- Born: 1946 (age 79–80) Alexandra, Victoria, Australia
- Education: Master of Arts in Church History
- Alma mater: Catholic University of America, Washington, D.C.
- Occupation: Catholic priest
- Years active: 1970 -
- Employer(s): Catholic Diocese of Hyderabad, Pakistan
- Organization: Society of St. Columban
- Known for: improving the education and basic health care of the poor of Sindh Province, Pakistan
- Notable work: translation of Catholic Catechism into Urdu language
- Board member of: St. Elizabeth's Hospital, Hyderabad Centre of Academic Excellence
- Parent(s): Bruce John McCulloch and Jean Frances Crowe
- Awards: Sitara-e-Quaid-i-Azam

= Robert McCulloch (priest) =

Robert McCulloch SSC is an Australian priest and member of the Missionary Society of St. Columban, who served in Pakistan from 1978 to 2011. He was decorated by the Government of Pakistan for his services to health and education in 2012.

==Early life==
McCulloch was born in 1946 in Alexandra, Victoria, to Bruce John McCulloch and Jean Frances Crowe. He was educated at St Patrick's School, Mentone, Our Lady of the Assumption Parish Primary School, Cheltenham, and St Bede's College, Mentone.

McCulloch entered the Society of St Columban in 1964, spending his initial year of probation in Sassafras, Victoria. He began his studies at St Columban's Seminary in Sydney in 1965 and was ordained a priest in 1970. In 1976 he received a Master of Arts in Church History from The Catholic University of America in Washington, D.C. Since 1978 he has worked to increase the education and basic health care of the poor and mainly non-Christian people of Pakistan.

== Work in Pakistan==
McCulloch has served in two Diocese of Hyderabad parishes: Kotri, a rural area 100 miles east of Karachi; and Machar Colony, a community of 300 Catholic families in the slums of Hyderabad. After a spell in Badin, he started working with the semi-nomadic Hindu tribe of Parkari Kohli in Tharparkar District. During this period, McCulloch helped the tribe design an alphabet for their language, for which he called on two linguists for their help. After the local population had opted for using the Sindhi alphabet, with a few minor changes, people gathered proverbs and sayings and launched the first Parkari Kohli newspaper, Prem Paracha. In this he helped to save the native language and culture.

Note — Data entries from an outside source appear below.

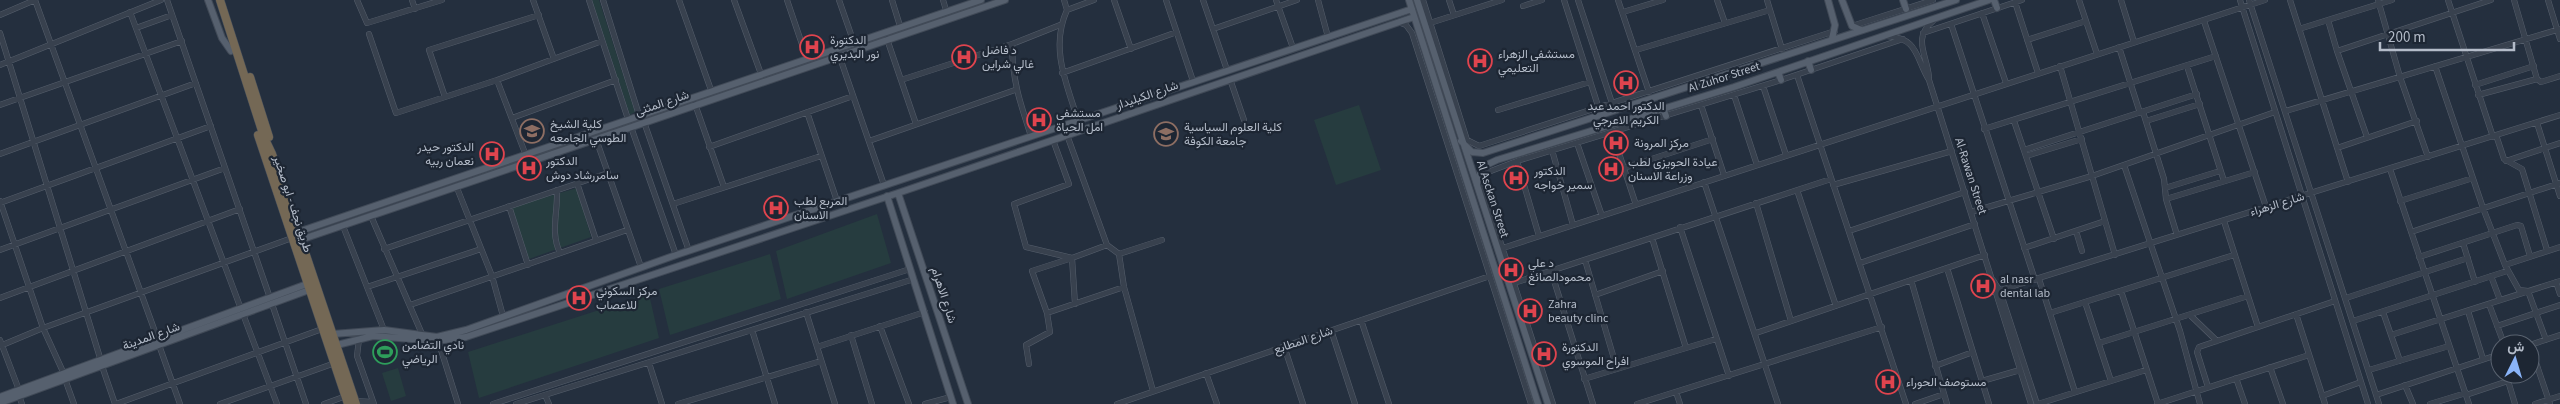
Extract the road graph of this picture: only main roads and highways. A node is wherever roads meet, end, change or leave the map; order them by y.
1 (208, 0) edge
2 (214, 0) edge
3 (220, 0) edge
4 (225, 0) edge
5 (980, 0) edge
6 (1005, 0) edge
7 (1409, 0) edge
8 (1828, 0) edge
9 (1842, 0) edge
10 (1903, 0) edge
11 (1956, 0) edge
12 (1989, 0) edge
13 (1994, 0) edge
14 (1420, 2) edge
15 (1936, 2) edge
16 (1997, 8) road end
17 (1412, 9) junction
18 (1906, 9) road end
19 (1395, 14) junction
20 (1414, 16) junction
21 (928, 17) junction
22 (916, 21) junction
23 (1398, 22) junction
24 (931, 25) junction
25 (920, 28) junction
26 (1861, 30) junction
27 (1832, 40) junction
28 (231, 51) junction
29 (1808, 61) junction
30 (1812, 70) road end
31 (1739, 71) junction
32 (1778, 72) junction
33 (1717, 78) junction
34 (1781, 80) road end
35 (1744, 83) junction
36 (1721, 91) junction
37 (1135, 101) junction
38 (1663, 108) junction
39 (1110, 110) junction
40 (1139, 110) junction
41 (1666, 116) road end
42 (1082, 130) junction
43 (1540, 135) junction
44 (1461, 141) junction
45 (543, 147) junction
46 (1530, 149) junction
47 (526, 153) junction
48 (272, 154) junction
49 (548, 156) junction
50 (531, 162) junction
51 (1477, 184) junction
52 (898, 193) junction
53 (888, 196) junction
54 (298, 232) junction
55 (912, 234) junction
56 (900, 237) junction
57 (296, 239) junction
58 (622, 274) junction
59 (602, 282) junction
60 (626, 282) junction
61 (308, 287) junction
62 (1510, 290) junction
63 (1502, 292) junction
64 (582, 297) junction
65 (1516, 307) junction
66 (1508, 310) junction
67 (333, 334) junction
68 (424, 337) junction
69 (437, 339) junction
70 (947, 341) junction
71 (934, 344) junction
72 (336, 345) junction
73 (950, 352) junction
74 (938, 357) junction
75 (19, 393) junction
76 (0, 397) edge
77 (351, 401) edge
78 (0, 403) edge
79 (953, 404) edge
80 (968, 404) edge
81 (1538, 404) edge
82 (1548, 404) edge

1 - 28 main road
2 - 28 highway, طريق نجف - ابو صخير
3 - 48 highway, طريق نجف - ابو صخير
4 - 48 highway
5 - 21 main road, شارع المثنى
6 - 24 main road, شارع المثنى
7 - 17 main road, Al Asckan Street
8 - 27 main road
9 - 26 main road
10 - 18 main road
11 - 15 main road, Al Zuhor Street
12 - 29 main road, Al Zuhor Street
13 - 16 main road
14 - 44 main road, Al Asckan Street
15 - 26 main road, Al Zuhor Street
17 - 19 main road, شارع الكيليدار
17 - 20 main road, Al Asckan Street
19 - 23 main road
19 - 37 main road, شارع الكيليدار
20 - 23 main road, شارع الكيليدار
20 - 63 main road, Al Asckan Street
21 - 22 main road, شارع المثنى
21 - 24 main road
22 - 25 main road
22 - 45 main road, شارع المثنى
23 - 40 main road, شارع الكيليدار
24 - 25 main road, شارع المثنى
25 - 49 main road, شارع المثنى
26 - 27 main road, Al Zuhor Street
27 - 31 main road, Al Zuhor Street
28 - 57 highway, طريق نجف - ابو صخير
29 - 30 main road
29 - 32 main road, Al Zuhor Street
31 - 33 main road, Al Zuhor Street
31 - 35 main road
32 - 34 main road
32 - 35 main road, Al Zuhor Street
33 - 36 main road
33 - 43 main road, Al Zuhor Street
35 - 36 main road, Al Zuhor Street
36 - 38 main road, Al Zuhor Street
37 - 39 main road, شارع الكيليدار
37 - 40 main road
38 - 41 main road
38 - 46 main road, Al Zuhor Street
39 - 42 main road
39 - 58 main road, شارع الكيليدار
40 - 42 main road, شارع الكيليدار
42 - 52 main road, شارع الكيليدار
43 - 44 main road, Al Zuhor Street
43 - 46 main road
44 - 51 main road, Al Asckan Street
45 - 47 main road, شارع المثنى
45 - 49 main road
46 - 51 main road, Al Zuhor Street
47 - 50 main road
47 - 54 main road, شارع المثنى
48 - 54 highway, طريق نجف - ابو صخير
49 - 50 main road, شارع المثنى
50 - 57 main road, شارع المثنى
51 - 62 main road, Al Asckan Street
52 - 53 main road, شارع الكيليدار
52 - 55 main road, شارع الاهرام
53 - 56 main road, شارع الاهرام
53 - 60 main road, شارع الكيليدار
54 - 57 highway, طريق نجف - ابو صخير
55 - 56 main road
55 - 70 main road, شارع الاهرام
56 - 71 main road, شارع الاهرام
57 - 61 highway, طريق نجف - ابو صخير
57 - 67 highway, طريق نجف - ابو صخير
58 - 59 main road, شارع الكيليدار
58 - 60 main road
59 - 64 main road
59 - 69 main road
60 - 64 main road, شارع الكيليدار
61 - 75 main road, شارع المدينة
61 - 77 highway, طريق نجف - ابو صخير
62 - 63 main road
62 - 65 main road, Al Asckan Street
63 - 66 main road, Al Asckan Street
64 - 69 main road
65 - 66 main road
65 - 82 main road, Al Asckan Street
66 - 81 main road, Al Asckan Street
67 - 68 main road
67 - 72 highway, طريق نجف - ابو صخير
68 - 69 main road
68 - 72 main road
70 - 71 main road
70 - 73 main road, شارع الاهرام
71 - 74 main road, شارع الاهرام
72 - 77 highway, طريق نجف - ابو صخير
73 - 74 main road
73 - 80 main road, شارع الاهرام
74 - 79 main road, شارع الاهرام
75 - 76 main road, شارع المدينة
75 - 78 main road, شارع المدينة

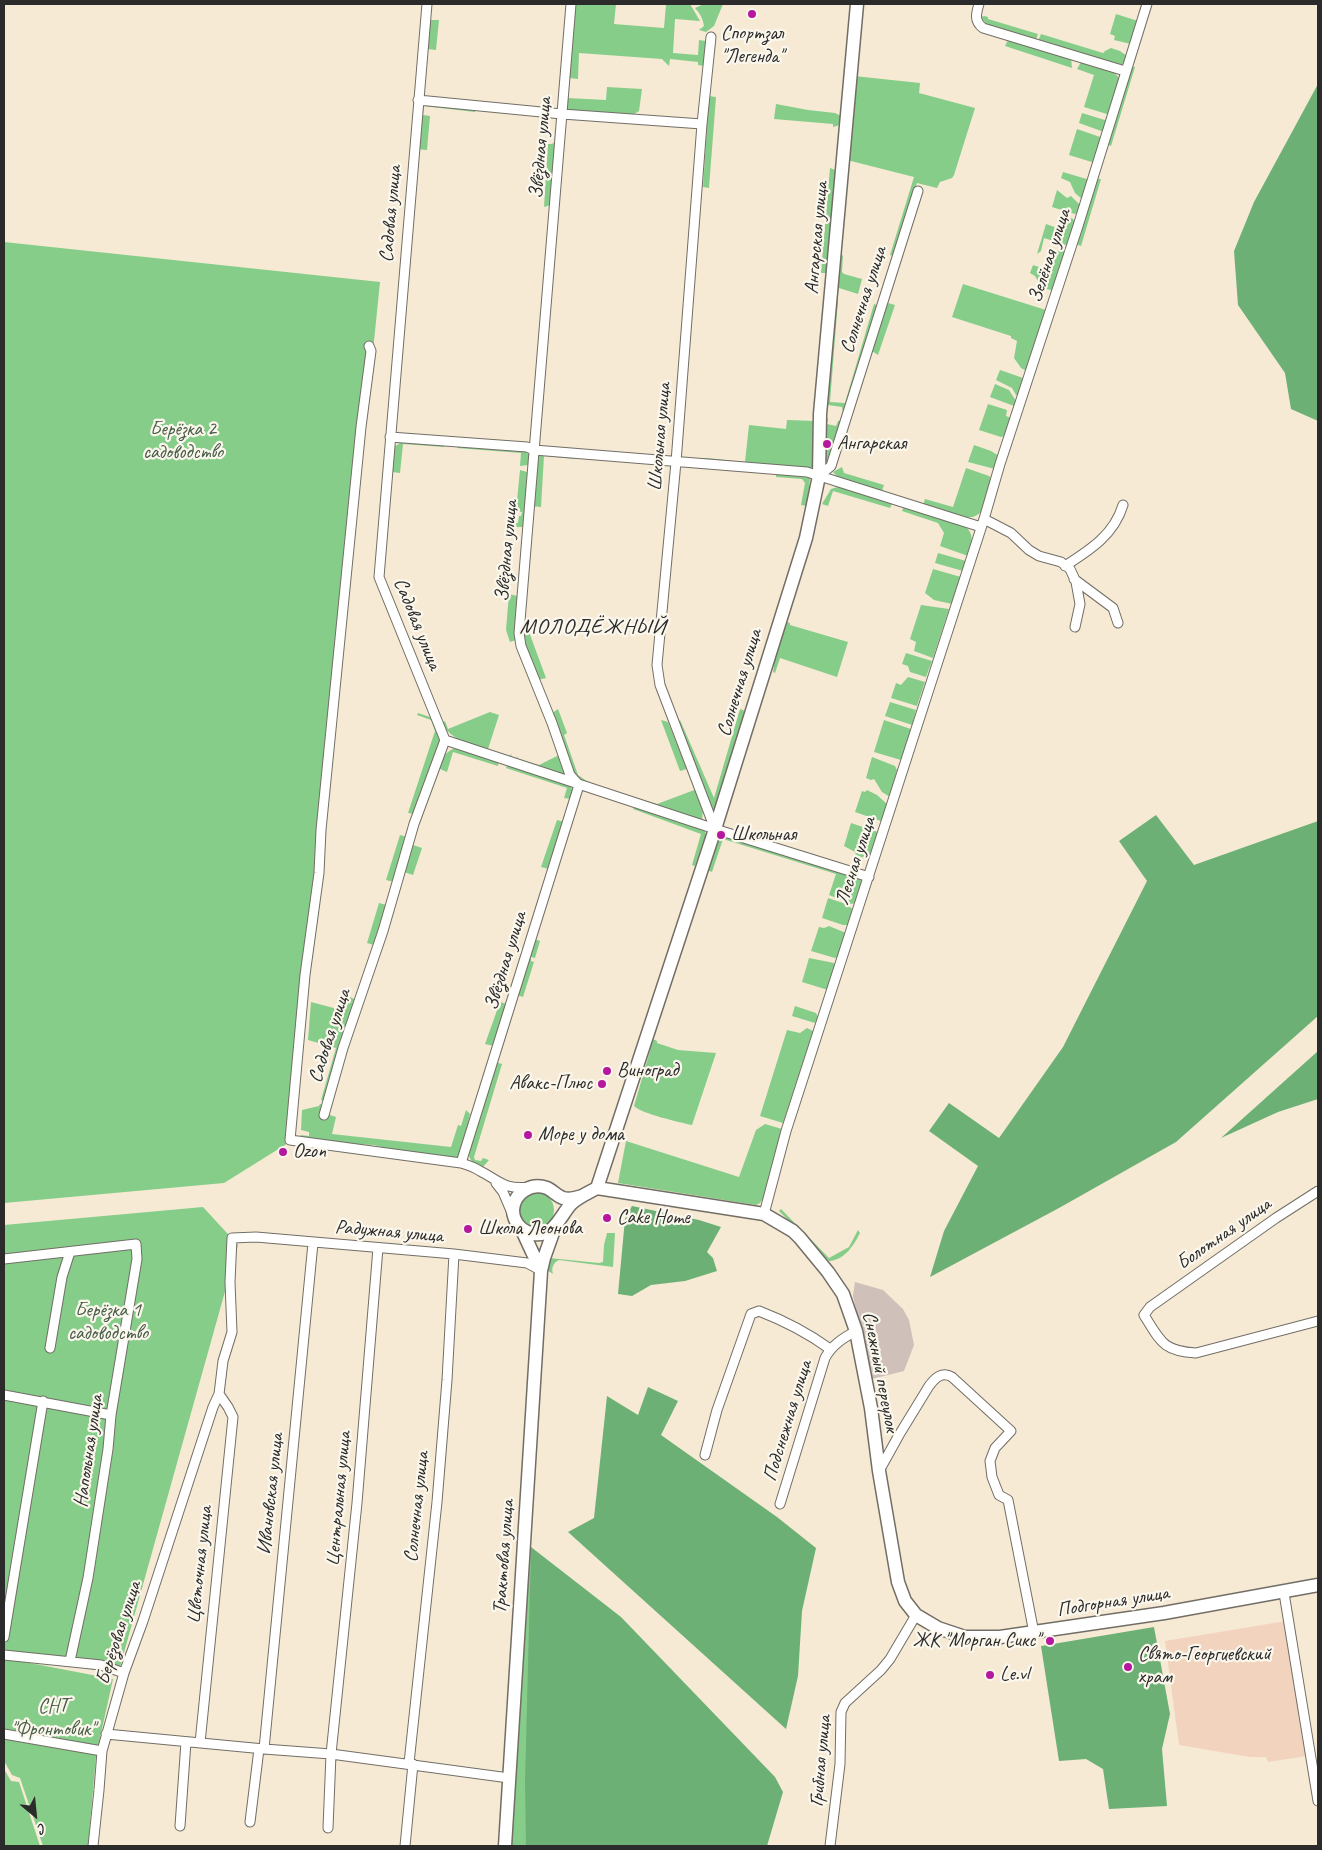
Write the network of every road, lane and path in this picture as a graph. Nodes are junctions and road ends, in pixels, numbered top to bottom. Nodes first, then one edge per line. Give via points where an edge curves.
1 (427, 4) edge
2 (572, 4) edge
3 (857, 4) edge
4 (979, 4) edge
5 (1147, 4) edge
6 (711, 37) dead end
7 (1125, 71) junction
8 (418, 100) junction
9 (562, 114) junction
10 (702, 124) junction
11 (918, 191) dead end
12 (369, 346) dead end
13 (390, 437) junction
14 (534, 450) junction
15 (676, 462) junction
16 (820, 476) junction
17 (1124, 506) dead end
18 (982, 523) junction
19 (1065, 566) junction
20 (1074, 578) junction
21 (1118, 623) dead end
22 (1075, 627) dead end
23 (445, 740) junction
24 (579, 785) junction
25 (715, 829) junction
26 (869, 877) junction
27 (324, 1115) dead end
28 (461, 1163) junction
29 (494, 1180) junction
30 (531, 1187) junction
31 (597, 1188) junction
32 (1318, 1191) edge
33 (554, 1193) junction
34 (582, 1196) junction
35 (764, 1214) junction
36 (558, 1223) junction
37 (518, 1224) junction
38 (232, 1238) joint
39 (313, 1243) junction
40 (378, 1248) junction
41 (70, 1252) junction
42 (454, 1254) junction
43 (4, 1258) edge
44 (541, 1271) junction
45 (1318, 1321) edge
46 (856, 1331) junction
47 (50, 1348) dead end
48 (830, 1349) junction
49 (219, 1394) junction
50 (4, 1395) edge
51 (43, 1402) junction
52 (111, 1414) junction
53 (705, 1455) dead end
54 (879, 1471) junction
55 (780, 1504) dead end
56 (1318, 1586) edge
57 (1284, 1593) junction
58 (916, 1615) junction
59 (1034, 1633) junction
60 (4, 1637) edge
61 (4, 1656) edge
62 (70, 1661) junction
63 (124, 1673) junction
64 (4, 1734) edge
65 (106, 1734) junction
66 (186, 1742) junction
67 (200, 1743) junction
68 (262, 1749) junction
69 (102, 1751) junction
70 (331, 1754) junction
71 (411, 1764) junction
72 (510, 1778) junction
73 (1318, 1801) edge
74 (250, 1822) dead end
75 (180, 1826) dead end
76 (328, 1828) dead end
77 (93, 1846) edge
78 (405, 1846) edge
79 (505, 1846) edge
80 (830, 1846) edge

1 - 8 street, Садовая улица
2 - 9 street, Звёздная улица
3 - 16 street, Ангарская улица via 820,414
4 - 7 street via 976,20 983,28
5 - 7 street, Зелёная улица
6 - 10 street, Школьная улица
7 - 18 street, Зелёная улица
8 - 9 street
8 - 13 street, Садовая улица
9 - 10 street
9 - 14 street, Звёздная улица
10 - 15 street, Школьная улица
11 - 16 street, Солнечная улица via 830,466
12 - 28 street via 290,1140
13 - 14 street
13 - 23 street, Садовая улица via 379,577
14 - 15 street
14 - 24 street, Звёздная улица via 519,633 521,646 570,775
15 - 16 street via 807,472
15 - 25 street, Школьная улица via 657,675
16 - 18 street
16 - 25 street, Солнечная улица via 806,538
17 - 19 street via 1102,541
18 - 19 street via 1011,533 1034,553
18 - 26 street, Лесная улица
19 - 20 street
20 - 21 street via 1113,608
20 - 22 street via 1080,604
23 - 24 street
23 - 27 street, Садовая улица via 414,824
24 - 25 street
24 - 28 street, Звёздная улица
25 - 26 street
25 - 31 street, Солнечная улица
26 - 35 street, Лесная улица via 786,1132
28 - 29 street
29 - 30 street via 515,1188
29 - 37 street
30 - 33 street via 546,1188
30 - 37 street via 520,1193 515,1201 513,1211
31 - 34 street
31 - 35 street, Снежный переулок
32 - 45 street, Болотная улица via 1150,1306 1144,1316 1170,1348 1196,1353
33 - 34 street via 562,1198
33 - 36 street via 562,1210
34 - 36 street
35 - 46 street, Снежный переулок via 793,1231 828,1272 843,1294
36 - 37 street via 547,1232 538,1234 529,1233
36 - 44 street, Трактовая улица
37 - 44 street, Трактовая улица
38 - 39 street, Радужная улица
38 - 49 street, Берёзовая улица via 232,1332 223,1361
39 - 40 street, Радужная улица
39 - 68 street, Ивановская улица
40 - 42 street, Радужная улица
40 - 70 street, Центральная улица via 357,1503
41 - 43 street
41 - 47 street via 62,1277
41 - 52 street, Напольная улица via 136,1244 137,1259 126,1336
42 - 44 street, Радужная улица via 528,1263
42 - 71 street, Солнечная улица via 437,1502
44 - 72 street, Трактовая улица
46 - 48 street, Подснежная улица
46 - 54 street, Снежный переулок
48 - 53 street via 811,1335 778,1319 759,1311 751,1314 717,1410
48 - 55 street, Подснежная улица
49 - 63 street, Берёзовая улица
49 - 67 street, Цветочная улица via 233,1418
50 - 51 street
51 - 52 street
51 - 60 street
52 - 62 street, Напольная улица via 88,1578
54 - 58 street, Снежный переулок via 898,1582 905,1601
54 - 59 street via 929,1386 941,1375 952,1377 1011,1431 995,1448 990,1462 999,1495 1008,1500
56 - 57 street, Подгорная улица
57 - 59 street, Подгорная улица
57 - 73 street
58 - 59 street, Подгорная улица via 938,1628 965,1637
58 - 80 street, Грибная улица via 890,1659 845,1703 841,1712 840,1764
61 - 62 street
62 - 63 street via 101,1665
63 - 65 street, Берёзовая улица
64 - 69 street
65 - 66 street
65 - 69 street, Берёзовая улица
66 - 67 street
66 - 75 street
67 - 68 street
68 - 70 street
68 - 74 street, Ивановская улица
69 - 77 street, Берёзовая улица
70 - 71 street
70 - 76 street, Центральная улица
71 - 72 street
71 - 78 street, Солнечная улица
72 - 79 street, Трактовая улица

McCulloch has had as a goal of his ministry the improvement of health care in the country. He sits on the administrative board for St. Elizabeth's Hospital, Hyderabad. He has established an outreach medical program at the hospital to provide vaccinations for infants and children, medical care for their mothers, and diagnosis and care of tuberculosis patients.

McCulloch has also developed schools in Pakistan that are now attended by more than 550 children. He has chaired the Board of Governors for the Centre of Academic Excellence, a project he initiated in 2007 to provide educational, spiritual, moral and personal formation for 100 Catholic boys.

McCulloch has lectured at the National Catholic Institute of Theology in Karachi, Pakistan in liturgy and church history.

McCulloch has established a palliative care unit. It is the first home-based palliative care unit for the terminally ill in Pakistan.

The St. Vincent de Paul Society of Victoria, through its overseas development initiatives, is providing ongoing financial support for McCulloch's health and educational programs.

In October 2012, the head of the Vatican's Pontifical Council for Promoting the New Evangelization, Archbishop Rino Fisichella launched Parts I and II of the Catholic Catechism in Urdu. McCulloch was involved in its translation from 2004 to 2012. Along with Emmanuel Neno this work was completed in 2014. The Pontifical Council for Promoting the New Evangelization has approved the Urdu translation and authorised its publication. The translation took 13 years to complete.

==Award==
On 15 February 2012, the President of Pakistan approved conferment of Sitara class of the Nishan-e-Quaid-i-Azam on McCulloch for his services to Pakistan in health and education.

On 25 March 2012, more than 600 people gathered at St Anthony's Church in Karachi for a special Mass to celebrate Sister John Berchmans Conway RJM and McCulloch receiving the country's highest civilian award.

McCulloch has been transferred to Rome and is serving as the Procurator General of the Society of St Columban.

On 9 May 2012, McCulloch was inducted into the St Bede's Old Collegians Hall of Fame.